Comprehensive prediction of drug-protein interactions and side effects for the human proteome

Identifying unexpected drug-protein interactions is crucial for drug repurposing. We develop a comprehensive proteome scale approach that predicts human protein targets and side effects of drugs. For drug-protein interaction prediction, FINDSITEcomb, whose average precision is similar to 30% and recall similar to 27%, is employed. For side effect prediction, a new method is developed with a precision of similar to 57% and a recall of similar to 24%. Our predictions show that drugs are quite promiscuous, with the average (median) number of human targets per drug of 329 (38), while a given protein interacts with 57 drugs. The result implies that drug side effects are inevitable and existing drugs may be useful for repurposing, with only similar to 1,000 human proteins likely causing serious side effects. A killing index derived from serious side effects has a strong correlation with FDA approved drugs being withdrawn.

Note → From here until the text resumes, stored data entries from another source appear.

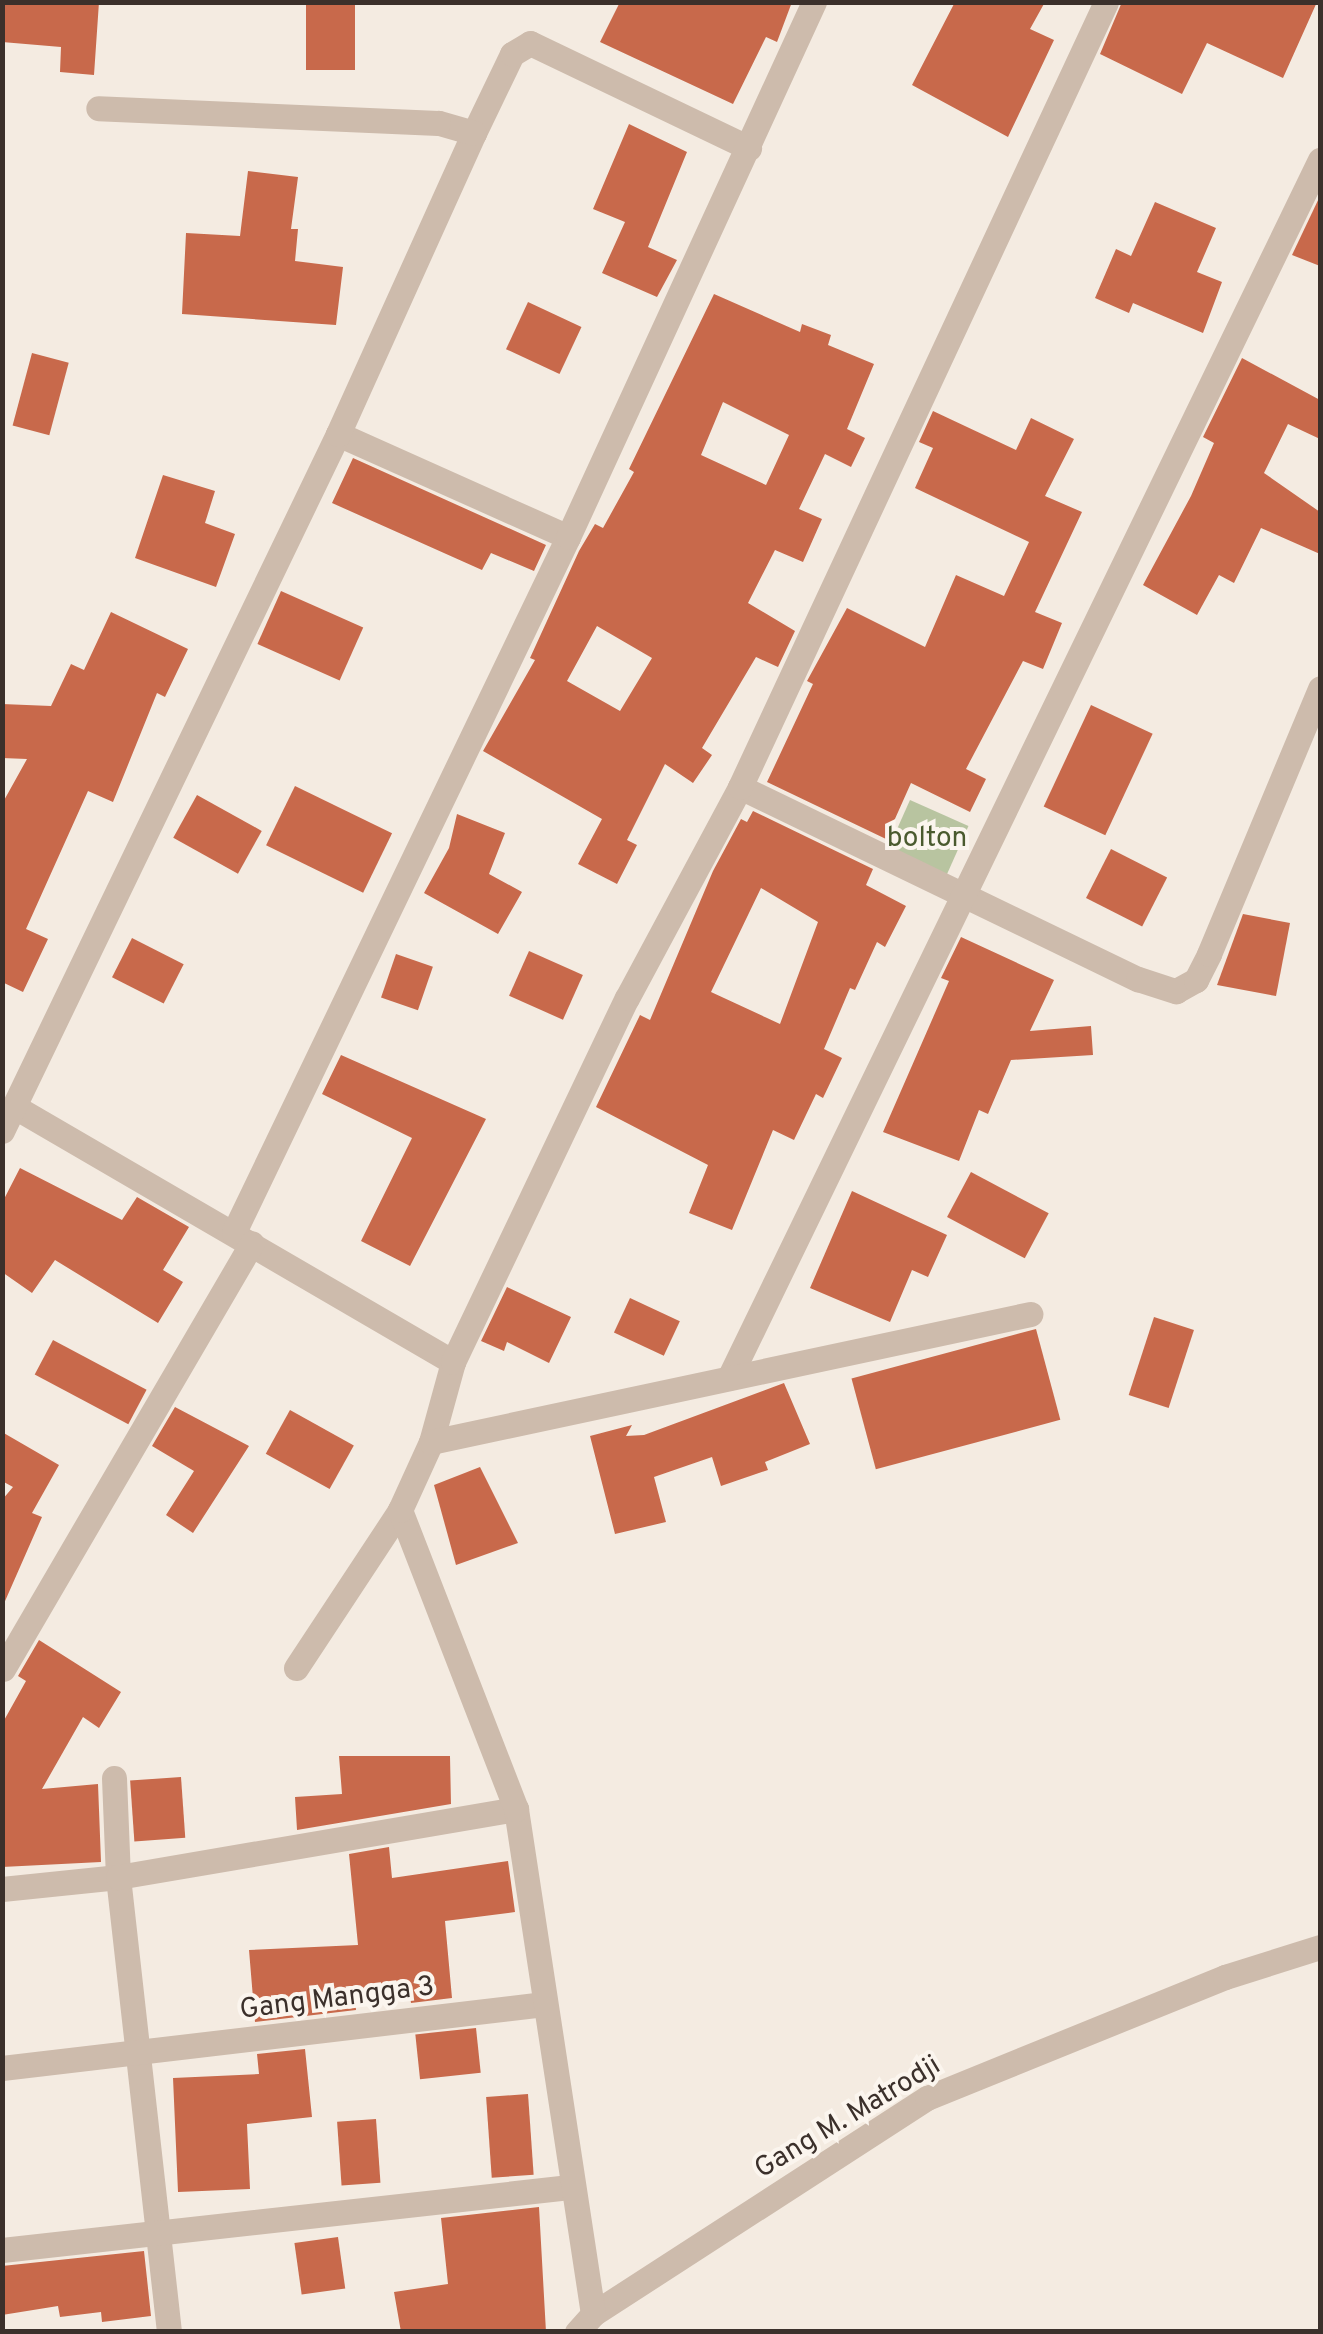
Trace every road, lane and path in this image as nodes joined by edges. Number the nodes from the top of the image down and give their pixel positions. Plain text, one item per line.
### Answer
1 (814, 2) edge
2 (1106, 2) edge
3 (98, 108) dead end
4 (474, 132) junction
5 (749, 148) junction
6 (1320, 160) edge
7 (338, 434) junction
8 (568, 537) junction
9 (1320, 688) edge
10 (740, 787) junction
11 (967, 896) junction
12 (15, 1107) junction
13 (2, 1131) edge
14 (243, 1238) junction
15 (1030, 1314) dead end
16 (453, 1362) junction
17 (729, 1378) junction
18 (431, 1442) junction
19 (400, 1510) junction
20 (296, 1668) dead end
21 (3, 1669) edge
22 (114, 1778) dead end
23 (516, 1809) junction
24 (118, 1877) junction
25 (2, 1889) edge
26 (1320, 1947) edge
27 (544, 2004) junction
28 (138, 2054) junction
29 (2, 2068) edge
30 (570, 2187) junction
31 (158, 2232) junction
32 (2, 2250) edge
33 (585, 2323) edge
34 (169, 2332) edge

1 - 5 street
2 - 10 street
3 - 4 street
4 - 5 street
4 - 7 street
5 - 8 street
6 - 11 street
7 - 8 street
7 - 12 street
8 - 14 street
9 - 11 street
10 - 11 street
10 - 16 street
11 - 17 street
12 - 13 street
12 - 14 street
14 - 16 street
14 - 21 street
15 - 17 street
16 - 18 street
17 - 18 street
18 - 19 street
19 - 20 street
19 - 23 street
22 - 24 street
23 - 24 street
23 - 27 street
24 - 25 street
24 - 28 street
26 - 33 street, Gang M. Matrodji
27 - 28 street, Gang Mangga 3
27 - 30 street
28 - 29 street, Gang Mangga 3
28 - 31 street
30 - 31 street
30 - 33 street
31 - 32 street
31 - 34 street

Therefore, it provides a pre-filter for new drug development. The methodology is free to the academic community on the DR. PRODIS (DRugome, PROteome, and DISeasome) webserver at http://cssb.biology.gatech.edu/dr.prodis/.DR. PRODIS provides protein targets of drugs, drugs for a given protein target, associated diseases and side effects of drugs, as well as an interface for the virtual target screening of new compounds.